Palavras chave: Ensino de História; Estágio Curricular Supervisionado; Multiculturalismo.
ABSTRACT
This article has the objective to reflect over the challenges of the teaching practice of a history teacher. This article is the result of the experience acquired during the discipline of Internship IV, offered by the History course of the Faculdade de Ciências Integradas do Pontal da Universidade Federal de Uberlândia – FACIP/UFU. The Internship happened at Escola Municipal Machado de Assis, located at the city of Ituiutaba, MG, Brasil in the year 2015, with students from the third grade of elementary school. The classes approached the themes of the Cuban revolution. IT is possible to conclude that it is important that the teacher problematize the differences presents in the classroom and while teaching history, it is important to considered the knowledge of the students, as well as mobilize them and deepen their knowledge. To do that the teacher must use different approaches to connect the teacher and the students.
Key Words: Internship, History teaching, multiculturalism
Introdução
Ao longo de vários anos e precisamente desde o século XX, grandes debates e problemáticas acerca da educação são levantados por educadores, professores e pesquisadores. Nesse artigo, considero além dessas reflexões, o relato sobre a experiência que vivida no segundo semestre de Estágio IV, na Escola Municipal Machado de Assis, da cidade de Ituiutaba-MG, no ano de 2015, no terceiro ano do Ensino Médio. Defini como objetivo do texto refletir sobre o processo de ensinar e aprender história no ensino médio, tendo como conteúdo histórico a Revolução Cubana
A escola e os sujeitos
Desenvolvi o estágio na Escola Municipal Machado de Assis, que se localiza na cidade de Ituiutaba, no Estado de Minas Gerais. O professor supervisor possuía mais de 20 anos de experiência na Educação Básica. Observar suas aulas foi fundamental para o meu processo de formação. No período das observações foi possível perceber os desafios enfrentados pelo professor no processo de “ensinar” e “aprender” História.

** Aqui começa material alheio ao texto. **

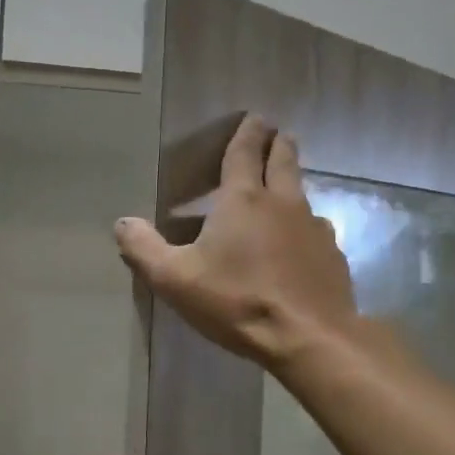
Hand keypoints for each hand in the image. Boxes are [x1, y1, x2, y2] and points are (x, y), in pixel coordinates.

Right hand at [115, 115, 358, 370]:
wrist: (309, 337)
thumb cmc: (238, 301)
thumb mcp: (176, 280)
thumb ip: (145, 249)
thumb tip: (122, 222)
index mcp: (244, 200)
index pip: (245, 153)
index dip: (248, 133)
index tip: (255, 117)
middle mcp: (284, 203)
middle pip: (284, 161)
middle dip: (279, 144)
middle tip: (278, 133)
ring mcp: (314, 228)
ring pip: (303, 194)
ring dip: (293, 182)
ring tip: (286, 184)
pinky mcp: (332, 255)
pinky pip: (317, 229)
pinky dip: (306, 225)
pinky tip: (302, 241)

Nesse sentido, considero fundamental partir do pressuposto que “ensinar” não é algo homogêneo e muitos menos monopolizado, além do professor “dito” detentor do saber” é importante considerar que os estudantes são sujeitos de saberes. Concordo que o professor não é o detentor de um saber absoluto ou correto, mas um “mediador” e um produtor e reprodutor de conhecimentos. Um sujeito que recorre a vários saberes no cotidiano de suas aulas.
O estágio, foi dividido em duas principais fases; a primeira de observação de algumas aulas do professor em diferentes turmas; e a segunda na produção e desenvolvimento de uma sequência didática. Dessa forma, pude conhecer e conviver com diferentes sujeitos da escola.
Desde o início do estágio IV, ampliei o contato com os estudantes dessa instituição. Identifiquei várias diferenças que caracterizam o corpo discente da escola. Era recorrente ouvir por parte de professores e especialistas sobre a importância de considerar a diversidade, porém não evidenciei ações concretas que problematizasse as diferenças.
Nesse sentido, tomo como princípio, a reflexão de Mclaren (2000) quando alerta os educadores para a necessidade de incorporar e ir além da diversidade. Pois em meio ao complexo e turbulento movimento de diferentes sujeitos , procurei desenvolver um olhar atento às particularidades e subjetividades. Não atentar a tais questões poderia recair em pré-conceitos e em uma generalização.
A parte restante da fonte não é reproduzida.